• **DATASET ENTRIES**

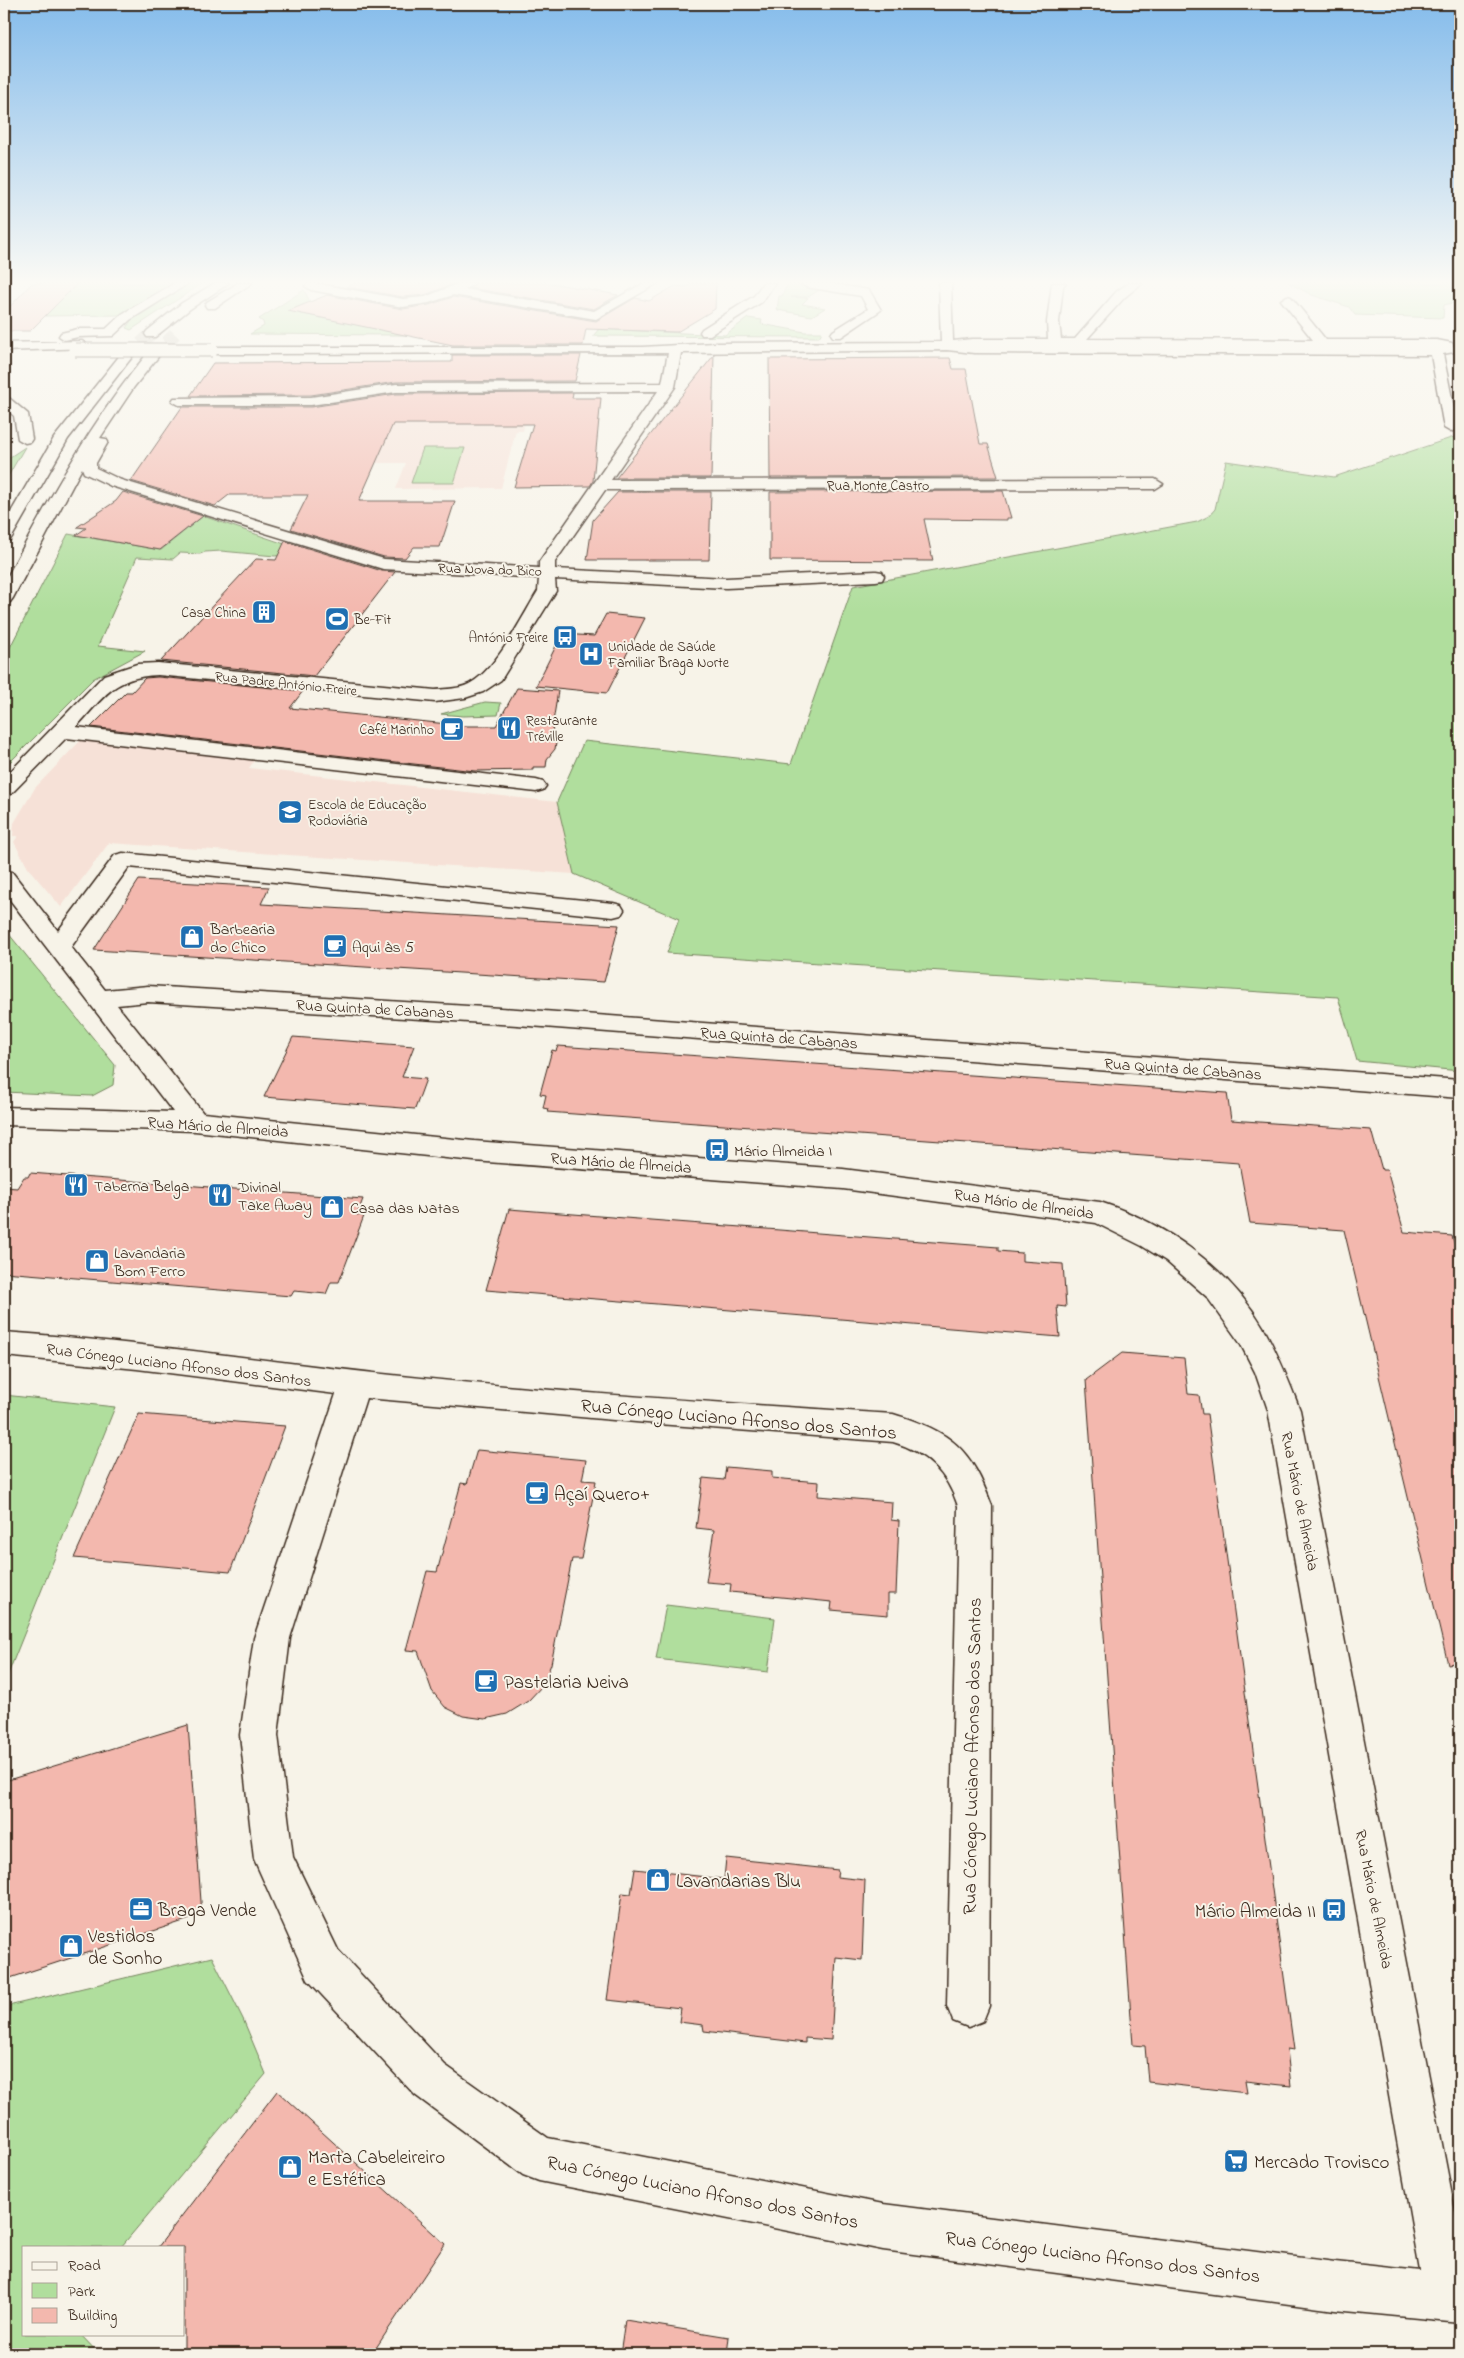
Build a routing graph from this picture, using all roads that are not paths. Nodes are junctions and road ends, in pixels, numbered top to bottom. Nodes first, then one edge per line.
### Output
1 (95, 393) edge
2 (121, 393) edge
3 (363, 393) edge
4 (664, 393) edge
5 (1446, 394) joint
6 (1460, 396) edge
7 (4, 401) edge
8 (180, 401) dead end
9 (100, 424) junction
10 (1451, 428) dead end
11 (25, 439) dead end
12 (116, 483) junction
13 (1155, 484) dead end
14 (602, 485) junction
15 (50, 508) junction
16 (4, 537) edge
17 (547, 572) junction
18 (876, 576) dead end
19 (4, 598) edge
20 (60, 731) junction
21 (536, 786) dead end
22 (4, 790) edge
23 (4, 877) edge
24 (613, 910) dead end
25 (58, 948) junction
26 (98, 999) junction
27 (1460, 1089) edge
28 (4, 1116) edge
29 (195, 1122) junction
30 (4, 1344) edge
31 (355, 1384) junction
32 (968, 2006) dead end
33 (1454, 2297) edge

1 - 16 main road
2 - 9 main road
3 - 8 main road
4 - 14 main road, Rua Padre António Freire
5 - 6 main road
5 - 10 main road
7 - 11 main road
9 - 12 main road
9 - 15 main road
12 - 15 main road
12 - 17 main road, Rua Nova do Bico
13 - 14 main road, Rua Monte Castro
14 - 17 main road, Rua Padre António Freire
15 - 19 main road
17 - 18 main road, Rua Nova do Bico
17 - 20 main road, Rua Padre António Freire
20 - 21 main road
20 - 22 main road, Rua Padre António Freire
23 - 25 main road
24 - 25 main road
25 - 26 main road
26 - 27 main road, Rua Quinta de Cabanas
26 - 29 main road
28 - 29 main road, Rua Mário de Almeida
29 - 33 main road, Rua Mário de Almeida
30 - 31 main road, Rua Cónego Luciano Afonso dos Santos
31 - 32 main road, Rua Cónego Luciano Afonso dos Santos
31 - 33 main road, Rua Cónego Luciano Afonso dos Santos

• **INSTRUCTIONS FOR THE TASK**
Look through the data above and report every line in which "Padre" appears.

• **EXERCISE SOLUTION**
4 - 14 main road, Rua Padre António Freire
14 - 17 main road, Rua Padre António Freire
17 - 20 main road, Rua Padre António Freire
20 - 22 main road, Rua Padre António Freire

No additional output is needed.